Two days after it happened, my best friend told me she was eighty percent sure she was drugged and raped at her hostel in Panama.

We both willed her to be wrong, but there was the blood in her underwear, the sick feeling in her head the morning after a night she couldn’t remember, the slow piecing together of half-memories. There was the fear, bone-deep, that overwhelmed her when she locked eyes with a man who resembled one of her rapists. Her instinct told her that her body had been violated. We both trusted it, because this wasn’t the first time.

I met Vanessa in first grade and hated her instantly, hated her purple glasses and her ponytail and what I perceived as too much confidence for a dork whose favorite color was ugly olive green. Mostly, I hated that she was new. Mostly, I hated change. For the first couple of weeks I glared at her across Mrs. Witmer’s classroom.

Soon the September birthdays came. Mrs. Witmer posted a construction paper tree on our classroom bulletin board, each of the falling leaves containing a name and birthday in Sharpie. My leaf was next to Vanessa’s; both contained the same date.

Once Vanessa and I realized we were long-lost twins, I demoted my then-first-best-friend Carly to second-best-friend. I had to. From then on, Vanessa would reign. Together Vanessa and I explored the creek in my backyard, invented colleges and husbands and dream jobs, drank entire Dixie Cups of Hershey’s Syrup. When I earned enough of Mrs. Witmer’s “class cash,” I got to invite a friend to eat lunch privately with me in the classroom bean bag chairs. I always chose Vanessa.

Early on in our friendship, I was warned about Vanessa’s father. Mom and Dad were anxious about dropping me off at her house and told me to call them if I ever saw him. At age seven, all I knew was that he couldn’t sleep there anymore because he did something bad. He wasn’t allowed to see Vanessa alone or meet her friends. Not yet old enough to understand terms like sexual predator, registered sex offender, pedophile, I imagined things he might have done: instigated a fight, stolen some money—maybe even killed someone. I imagined he was tall and burly, with green eyes like Vanessa’s, but with more danger lurking behind them.

I learned from Mom that other members of the PTA kept their daughters from Vanessa, wouldn’t let them play at her house. They whispered about her father’s crime—the one I couldn’t fathom.
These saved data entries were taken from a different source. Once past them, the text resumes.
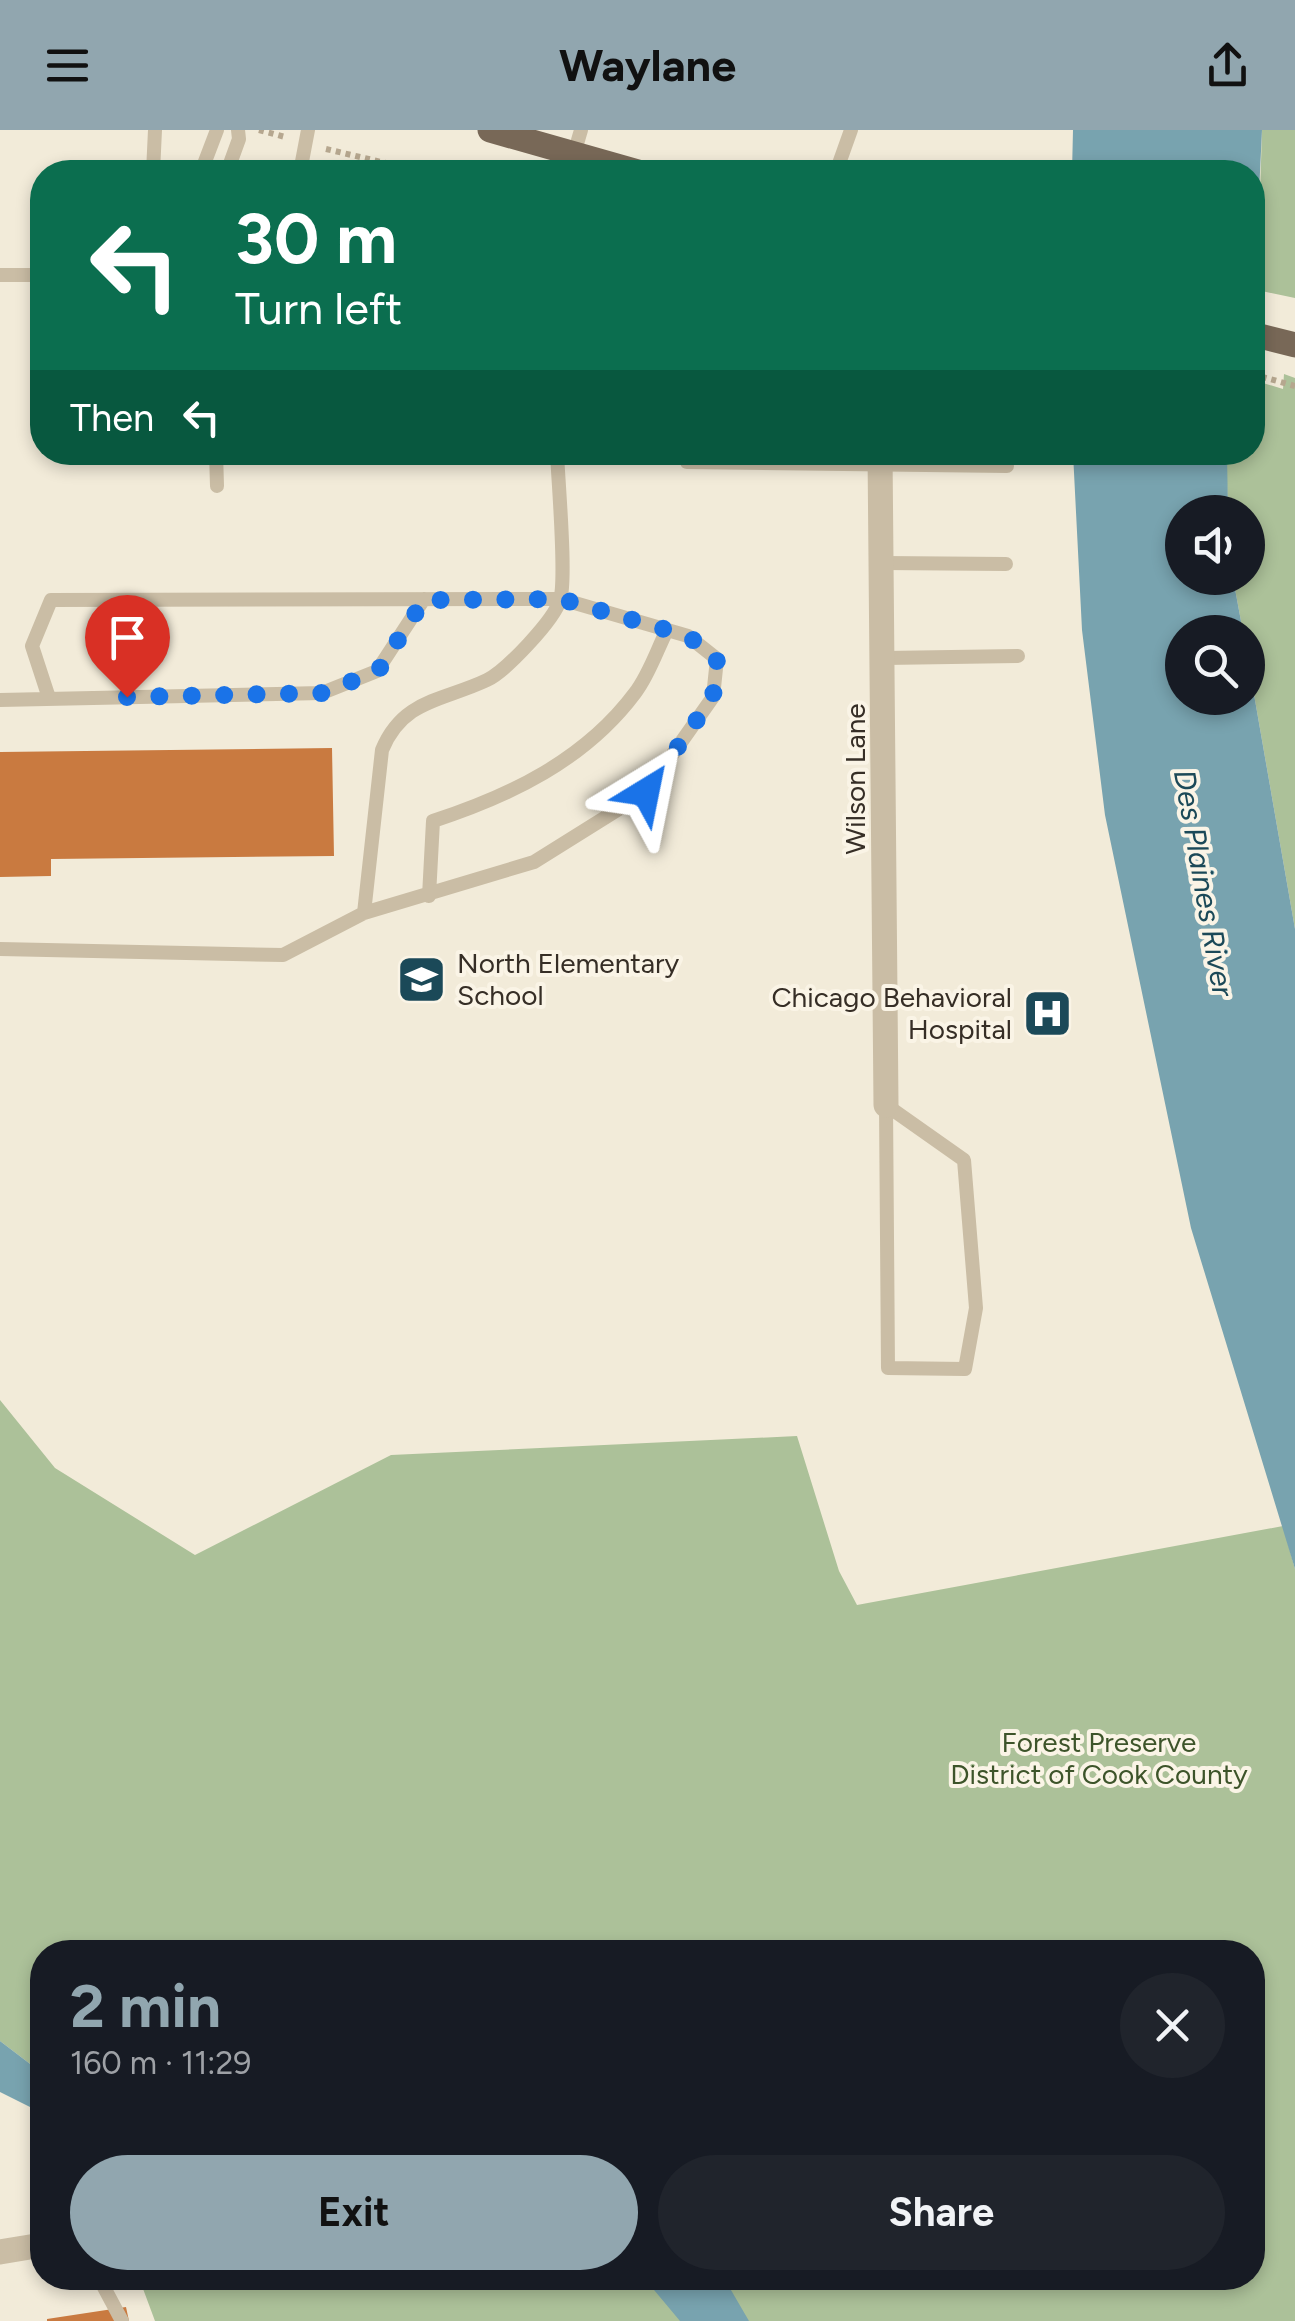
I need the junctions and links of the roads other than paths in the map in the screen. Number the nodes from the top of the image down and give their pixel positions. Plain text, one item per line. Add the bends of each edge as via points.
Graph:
1 (155, 130) edge
2 (217, 130) edge
3 (238, 130) edge
4 (490, 130) edge
5 (852, 130) edge
6 (571, 152) edge
7 (154, 160) edge
8 (206, 160) edge
9 (232, 160) edge
10 (598, 160) edge
11 (841, 160) edge
12 (0, 274) edge
13 (30, 275) edge
14 (216, 465) edge
15 (557, 465) edge
16 (880, 465) edge
17 (992, 465) edge
18 (1008, 466) dead end
19 (217, 486) dead end
20 (882, 562) junction
21 (1006, 564) dead end
22 (561, 599) junction
23 (424, 600) junction
24 (667, 630) junction
25 (1018, 656) dead end
26 (885, 658) junction
27 (49, 698) junction
28 (0, 700) edge
29 (429, 896) junction
30 (364, 913) junction
31 (0, 949) edge
32 (886, 1105) junction
33 (30, 2247) edge
34 (0, 2252) edge
35 (105, 2290) edge
36 (122, 2321) edge

1 - 7 lane
2 - 8 lane
3 - 9 lane
4 - 6 main road
5 - 11 lane
6 - 10 main road
12 - 13 lane
14 - 19 lane
15 - 22 lane
16 - 20 street, Wilson Lane
17 - 18 lane
20 - 21 lane
20 - 26 street, Wilson Lane
22 - 23 lane
22 - 24 lane
22 - 30 lane via 546,624 492,678 428,702 393,725 382,750
23 - 27 lane via 378,671 322,693
23 - 27 lane via 51,600 32,646
24 - 29 lane via 636,692 577,754 496,800 433,821
24 - 29 lane via 688,636 717,659 713,697 646,792 534,862
25 - 26 lane
26 - 32 street, Wilson Lane
27 - 28 lane
29 - 30 lane
30 - 31 lane via 282,956
32 - 32 lane via 888,1368 964,1370 976,1308 964,1160
33 - 34 street
35 - 36 lane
How could her mother stay married to that monster, after what he did? The only thing I found strange about Vanessa’s house was their pantry. Vanessa’s mom served raw carrots as snacks and always seemed to have seaweed on the stove. In the mornings after a sleepover, we ate plain Cheerios with skim milk. We brushed our teeth with those Dixie Cups of Hershey’s Syrup at mine.

When we talked about her dad, it was always casual, nonchalant. He lived in a house somewhere, worked with computers. She saw him every other week or so and said we could even arrange lunch at Souper!Salad! so I could meet him, as long as we followed the rules. Lunch seemed reasonable. Rules seemed reasonable. When I suggested it to my parents, they were horrified. Why would we ever want to meet that man?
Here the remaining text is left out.